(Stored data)
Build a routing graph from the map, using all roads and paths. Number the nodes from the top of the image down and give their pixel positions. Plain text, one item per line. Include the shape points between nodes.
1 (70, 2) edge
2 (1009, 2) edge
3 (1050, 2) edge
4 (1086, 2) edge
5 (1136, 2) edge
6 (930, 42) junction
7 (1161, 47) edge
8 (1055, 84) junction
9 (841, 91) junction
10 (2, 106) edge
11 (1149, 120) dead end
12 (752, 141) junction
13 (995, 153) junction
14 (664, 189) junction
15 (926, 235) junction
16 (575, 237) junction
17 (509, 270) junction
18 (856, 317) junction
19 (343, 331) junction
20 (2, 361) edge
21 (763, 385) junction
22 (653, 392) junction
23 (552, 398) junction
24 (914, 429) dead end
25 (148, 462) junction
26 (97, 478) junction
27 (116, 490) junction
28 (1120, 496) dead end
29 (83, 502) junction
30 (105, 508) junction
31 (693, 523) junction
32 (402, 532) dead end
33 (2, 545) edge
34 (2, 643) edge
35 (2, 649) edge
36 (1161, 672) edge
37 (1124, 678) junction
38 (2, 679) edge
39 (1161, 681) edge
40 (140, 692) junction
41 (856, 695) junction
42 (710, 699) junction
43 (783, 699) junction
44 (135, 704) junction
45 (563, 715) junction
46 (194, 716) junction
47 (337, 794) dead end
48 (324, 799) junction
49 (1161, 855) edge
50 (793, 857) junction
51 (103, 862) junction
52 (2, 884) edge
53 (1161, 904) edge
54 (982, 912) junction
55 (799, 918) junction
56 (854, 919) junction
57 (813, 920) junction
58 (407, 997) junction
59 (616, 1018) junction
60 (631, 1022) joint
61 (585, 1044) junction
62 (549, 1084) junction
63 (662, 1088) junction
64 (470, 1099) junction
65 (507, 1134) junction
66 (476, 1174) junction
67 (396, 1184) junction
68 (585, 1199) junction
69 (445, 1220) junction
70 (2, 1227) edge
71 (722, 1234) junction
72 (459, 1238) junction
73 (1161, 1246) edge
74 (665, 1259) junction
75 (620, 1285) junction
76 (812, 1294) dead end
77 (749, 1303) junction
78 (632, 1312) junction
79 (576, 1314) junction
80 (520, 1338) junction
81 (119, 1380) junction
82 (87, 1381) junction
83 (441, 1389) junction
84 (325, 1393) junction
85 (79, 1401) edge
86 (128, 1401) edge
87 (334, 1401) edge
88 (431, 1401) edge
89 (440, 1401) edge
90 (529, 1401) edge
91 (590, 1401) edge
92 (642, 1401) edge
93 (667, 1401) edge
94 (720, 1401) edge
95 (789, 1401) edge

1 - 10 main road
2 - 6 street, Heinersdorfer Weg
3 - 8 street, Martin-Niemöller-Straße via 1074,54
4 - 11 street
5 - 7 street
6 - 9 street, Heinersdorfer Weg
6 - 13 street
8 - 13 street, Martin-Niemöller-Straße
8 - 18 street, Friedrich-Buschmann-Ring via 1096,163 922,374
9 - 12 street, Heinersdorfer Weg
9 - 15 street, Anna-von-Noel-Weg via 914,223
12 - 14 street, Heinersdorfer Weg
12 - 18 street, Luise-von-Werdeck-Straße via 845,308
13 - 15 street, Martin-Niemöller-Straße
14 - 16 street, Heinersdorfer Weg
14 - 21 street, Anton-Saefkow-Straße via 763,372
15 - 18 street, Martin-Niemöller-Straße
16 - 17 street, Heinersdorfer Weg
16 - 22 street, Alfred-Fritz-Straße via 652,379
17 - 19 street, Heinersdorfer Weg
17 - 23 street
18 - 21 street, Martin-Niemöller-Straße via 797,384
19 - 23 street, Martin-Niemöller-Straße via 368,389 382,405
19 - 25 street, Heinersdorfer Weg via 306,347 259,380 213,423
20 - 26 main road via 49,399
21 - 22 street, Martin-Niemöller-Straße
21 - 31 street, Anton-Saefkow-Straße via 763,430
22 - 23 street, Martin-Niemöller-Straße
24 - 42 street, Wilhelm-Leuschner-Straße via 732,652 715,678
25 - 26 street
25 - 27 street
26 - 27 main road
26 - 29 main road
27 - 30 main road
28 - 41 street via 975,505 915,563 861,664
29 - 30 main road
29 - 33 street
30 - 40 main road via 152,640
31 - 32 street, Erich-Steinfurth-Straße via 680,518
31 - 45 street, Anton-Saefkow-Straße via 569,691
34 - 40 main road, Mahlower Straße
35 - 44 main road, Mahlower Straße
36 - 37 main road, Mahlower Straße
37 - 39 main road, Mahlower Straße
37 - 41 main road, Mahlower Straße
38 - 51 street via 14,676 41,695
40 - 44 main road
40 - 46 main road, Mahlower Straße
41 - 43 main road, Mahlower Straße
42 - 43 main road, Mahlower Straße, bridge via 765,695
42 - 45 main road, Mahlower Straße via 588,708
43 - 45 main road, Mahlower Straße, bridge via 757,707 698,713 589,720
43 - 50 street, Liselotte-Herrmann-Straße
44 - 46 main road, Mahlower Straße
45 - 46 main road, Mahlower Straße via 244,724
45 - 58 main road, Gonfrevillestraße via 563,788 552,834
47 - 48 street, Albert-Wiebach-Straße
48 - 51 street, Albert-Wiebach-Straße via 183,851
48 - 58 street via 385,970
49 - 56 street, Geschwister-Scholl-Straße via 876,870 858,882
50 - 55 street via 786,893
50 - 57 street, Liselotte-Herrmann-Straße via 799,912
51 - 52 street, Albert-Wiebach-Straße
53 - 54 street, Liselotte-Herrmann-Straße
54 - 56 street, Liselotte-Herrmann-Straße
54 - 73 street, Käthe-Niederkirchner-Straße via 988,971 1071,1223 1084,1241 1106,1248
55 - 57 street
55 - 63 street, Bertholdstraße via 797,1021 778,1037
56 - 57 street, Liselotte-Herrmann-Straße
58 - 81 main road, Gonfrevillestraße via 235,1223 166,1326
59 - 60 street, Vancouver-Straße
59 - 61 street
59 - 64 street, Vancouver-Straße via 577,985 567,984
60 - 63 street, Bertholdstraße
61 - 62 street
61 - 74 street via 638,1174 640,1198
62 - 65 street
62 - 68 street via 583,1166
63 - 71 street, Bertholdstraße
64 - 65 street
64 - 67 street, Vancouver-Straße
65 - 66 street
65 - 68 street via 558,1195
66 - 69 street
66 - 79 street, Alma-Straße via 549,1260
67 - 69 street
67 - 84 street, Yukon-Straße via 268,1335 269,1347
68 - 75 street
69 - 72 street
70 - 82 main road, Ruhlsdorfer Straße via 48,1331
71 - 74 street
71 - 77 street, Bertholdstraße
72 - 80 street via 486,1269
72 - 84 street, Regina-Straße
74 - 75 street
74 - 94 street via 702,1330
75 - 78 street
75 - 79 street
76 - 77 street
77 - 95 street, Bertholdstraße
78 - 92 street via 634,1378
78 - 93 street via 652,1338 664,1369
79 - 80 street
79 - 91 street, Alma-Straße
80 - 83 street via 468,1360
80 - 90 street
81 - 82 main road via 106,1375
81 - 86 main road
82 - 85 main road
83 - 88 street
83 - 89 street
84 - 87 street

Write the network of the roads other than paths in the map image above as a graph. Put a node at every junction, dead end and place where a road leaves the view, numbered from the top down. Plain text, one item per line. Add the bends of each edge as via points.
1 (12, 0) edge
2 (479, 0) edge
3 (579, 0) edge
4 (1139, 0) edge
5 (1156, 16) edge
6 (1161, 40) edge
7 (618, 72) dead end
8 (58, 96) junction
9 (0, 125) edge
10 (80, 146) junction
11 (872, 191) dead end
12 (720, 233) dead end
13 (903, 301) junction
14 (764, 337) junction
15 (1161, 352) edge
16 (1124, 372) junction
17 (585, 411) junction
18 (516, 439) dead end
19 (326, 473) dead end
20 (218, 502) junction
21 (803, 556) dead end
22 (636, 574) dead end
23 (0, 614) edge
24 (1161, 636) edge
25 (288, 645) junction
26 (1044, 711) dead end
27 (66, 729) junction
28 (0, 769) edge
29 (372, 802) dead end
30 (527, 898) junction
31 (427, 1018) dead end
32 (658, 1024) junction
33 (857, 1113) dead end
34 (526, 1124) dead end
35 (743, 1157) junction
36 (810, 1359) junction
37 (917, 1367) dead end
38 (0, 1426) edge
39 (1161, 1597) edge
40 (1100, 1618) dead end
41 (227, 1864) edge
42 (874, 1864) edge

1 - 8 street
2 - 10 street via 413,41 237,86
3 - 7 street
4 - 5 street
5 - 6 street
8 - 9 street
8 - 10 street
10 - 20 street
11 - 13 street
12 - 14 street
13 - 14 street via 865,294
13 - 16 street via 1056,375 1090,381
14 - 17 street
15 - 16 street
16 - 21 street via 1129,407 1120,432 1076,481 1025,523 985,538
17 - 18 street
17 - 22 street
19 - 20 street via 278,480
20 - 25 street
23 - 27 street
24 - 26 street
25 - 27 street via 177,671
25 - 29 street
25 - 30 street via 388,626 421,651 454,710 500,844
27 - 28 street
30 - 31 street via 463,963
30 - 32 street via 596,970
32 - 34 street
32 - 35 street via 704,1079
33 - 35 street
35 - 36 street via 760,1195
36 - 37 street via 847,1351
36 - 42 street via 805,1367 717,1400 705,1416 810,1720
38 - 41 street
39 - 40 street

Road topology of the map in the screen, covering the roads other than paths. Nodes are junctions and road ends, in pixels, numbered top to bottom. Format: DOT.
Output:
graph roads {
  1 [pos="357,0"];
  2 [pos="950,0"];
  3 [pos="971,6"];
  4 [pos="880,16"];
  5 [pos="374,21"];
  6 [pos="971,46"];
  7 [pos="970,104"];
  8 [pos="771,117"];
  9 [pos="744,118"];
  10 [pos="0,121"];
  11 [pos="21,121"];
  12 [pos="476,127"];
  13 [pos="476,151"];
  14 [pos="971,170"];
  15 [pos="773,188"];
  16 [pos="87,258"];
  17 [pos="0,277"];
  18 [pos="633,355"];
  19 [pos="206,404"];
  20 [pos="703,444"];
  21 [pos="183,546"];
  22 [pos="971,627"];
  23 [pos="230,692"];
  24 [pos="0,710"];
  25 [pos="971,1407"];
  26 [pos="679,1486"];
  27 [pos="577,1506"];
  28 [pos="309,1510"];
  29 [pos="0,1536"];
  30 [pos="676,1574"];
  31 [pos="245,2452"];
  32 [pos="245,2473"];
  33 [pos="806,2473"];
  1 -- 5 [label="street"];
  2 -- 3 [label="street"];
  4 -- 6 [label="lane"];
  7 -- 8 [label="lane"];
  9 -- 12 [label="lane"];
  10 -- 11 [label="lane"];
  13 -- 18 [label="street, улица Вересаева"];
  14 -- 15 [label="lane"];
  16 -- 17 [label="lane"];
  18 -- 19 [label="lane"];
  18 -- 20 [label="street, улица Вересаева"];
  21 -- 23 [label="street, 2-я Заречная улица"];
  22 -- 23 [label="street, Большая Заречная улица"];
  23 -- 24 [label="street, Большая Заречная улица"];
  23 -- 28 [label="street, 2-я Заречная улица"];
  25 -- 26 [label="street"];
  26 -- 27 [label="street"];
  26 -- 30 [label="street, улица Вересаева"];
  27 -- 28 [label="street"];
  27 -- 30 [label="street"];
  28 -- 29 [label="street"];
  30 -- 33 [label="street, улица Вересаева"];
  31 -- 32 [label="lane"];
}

* _WHAT THE EXERCISE ASKS_:
Collect each line above holding the string "Alma".

* _TASK ANSWER_:
66 - 79 street, Alma-Straße via 549,1260
79 - 91 street, Alma-Straße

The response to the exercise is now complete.